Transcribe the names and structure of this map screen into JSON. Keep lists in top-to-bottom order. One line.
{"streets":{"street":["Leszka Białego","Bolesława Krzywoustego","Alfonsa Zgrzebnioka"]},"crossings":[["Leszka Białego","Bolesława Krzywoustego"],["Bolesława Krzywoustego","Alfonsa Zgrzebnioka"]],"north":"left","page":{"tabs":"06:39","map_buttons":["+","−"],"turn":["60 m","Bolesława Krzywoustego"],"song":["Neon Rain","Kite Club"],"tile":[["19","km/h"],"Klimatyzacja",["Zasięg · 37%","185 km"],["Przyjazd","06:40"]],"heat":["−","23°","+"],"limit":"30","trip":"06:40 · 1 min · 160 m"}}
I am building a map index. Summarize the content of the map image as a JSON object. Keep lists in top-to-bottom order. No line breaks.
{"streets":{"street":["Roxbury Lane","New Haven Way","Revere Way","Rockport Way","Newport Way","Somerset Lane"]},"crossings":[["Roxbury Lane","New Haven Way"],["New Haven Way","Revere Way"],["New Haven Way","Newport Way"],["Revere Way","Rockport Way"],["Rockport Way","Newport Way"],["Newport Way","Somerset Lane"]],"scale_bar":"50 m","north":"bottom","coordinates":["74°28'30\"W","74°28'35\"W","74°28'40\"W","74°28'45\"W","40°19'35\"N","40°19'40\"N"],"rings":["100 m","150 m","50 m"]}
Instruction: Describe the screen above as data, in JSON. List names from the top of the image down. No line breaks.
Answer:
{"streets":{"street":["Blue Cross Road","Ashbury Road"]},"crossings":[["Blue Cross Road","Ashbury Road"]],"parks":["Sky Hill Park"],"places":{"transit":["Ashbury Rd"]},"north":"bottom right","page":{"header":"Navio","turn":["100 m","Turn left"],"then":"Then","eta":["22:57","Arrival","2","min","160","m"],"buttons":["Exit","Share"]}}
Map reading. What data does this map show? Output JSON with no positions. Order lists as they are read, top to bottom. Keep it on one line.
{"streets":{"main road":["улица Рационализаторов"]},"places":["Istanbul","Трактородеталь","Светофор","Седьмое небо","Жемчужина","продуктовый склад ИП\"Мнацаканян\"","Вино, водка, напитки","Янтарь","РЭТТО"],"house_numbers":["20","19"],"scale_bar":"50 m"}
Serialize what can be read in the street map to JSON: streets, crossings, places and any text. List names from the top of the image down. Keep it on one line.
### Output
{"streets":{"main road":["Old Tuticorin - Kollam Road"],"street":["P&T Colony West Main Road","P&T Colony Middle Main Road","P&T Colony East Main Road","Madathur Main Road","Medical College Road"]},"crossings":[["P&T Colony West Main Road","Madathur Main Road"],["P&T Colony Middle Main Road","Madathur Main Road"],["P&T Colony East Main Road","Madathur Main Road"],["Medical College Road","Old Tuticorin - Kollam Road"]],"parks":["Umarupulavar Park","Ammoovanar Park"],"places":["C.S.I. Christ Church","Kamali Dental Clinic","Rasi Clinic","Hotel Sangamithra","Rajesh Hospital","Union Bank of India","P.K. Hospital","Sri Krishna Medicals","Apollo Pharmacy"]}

* * *

Exercise objective: Print exactly, and only, the lines of the material above that run from the one containing "Instruction: Describe the" through its last line.

Finished exercise:
Instruction: Describe the screen above as data, in JSON. List names from the top of the image down. No line breaks.
Answer:
{"streets":{"street":["Blue Cross Road","Ashbury Road"]},"crossings":[["Blue Cross Road","Ashbury Road"]],"parks":["Sky Hill Park"],"places":{"transit":["Ashbury Rd"]},"north":"bottom right","page":{"header":"Navio","turn":["100 m","Turn left"],"then":"Then","eta":["22:57","Arrival","2","min","160","m"],"buttons":["Exit","Share"]}}
Map reading. What data does this map show? Output JSON with no positions. Order lists as they are read, top to bottom. Keep it on one line.
{"streets":{"main road":["улица Рационализаторов"]},"places":["Istanbul","Трактородеталь","Светофор","Седьмое небо","Жемчужина","продуктовый склад ИП\"Мнацаканян\"","Вино, водка, напитки","Янтарь","РЭТТО"],"house_numbers":["20","19"],"scale_bar":"50 m"}
Serialize what can be read in the street map to JSON: streets, crossings, places and any text. List names from the top of the image down. Keep it on one line.
### Output
{"streets":{"main road":["Old Tuticorin - Kollam Road"],"street":["P&T Colony West Main Road","P&T Colony Middle Main Road","P&T Colony East Main Road","Madathur Main Road","Medical College Road"]},"crossings":[["P&T Colony West Main Road","Madathur Main Road"],["P&T Colony Middle Main Road","Madathur Main Road"],["P&T Colony East Main Road","Madathur Main Road"],["Medical College Road","Old Tuticorin - Kollam Road"]],"parks":["Umarupulavar Park","Ammoovanar Park"],"places":["C.S.I. Christ Church","Kamali Dental Clinic","Rasi Clinic","Hotel Sangamithra","Rajesh Hospital","Union Bank of India","P.K. Hospital","Sri Krishna Medicals","Apollo Pharmacy"]}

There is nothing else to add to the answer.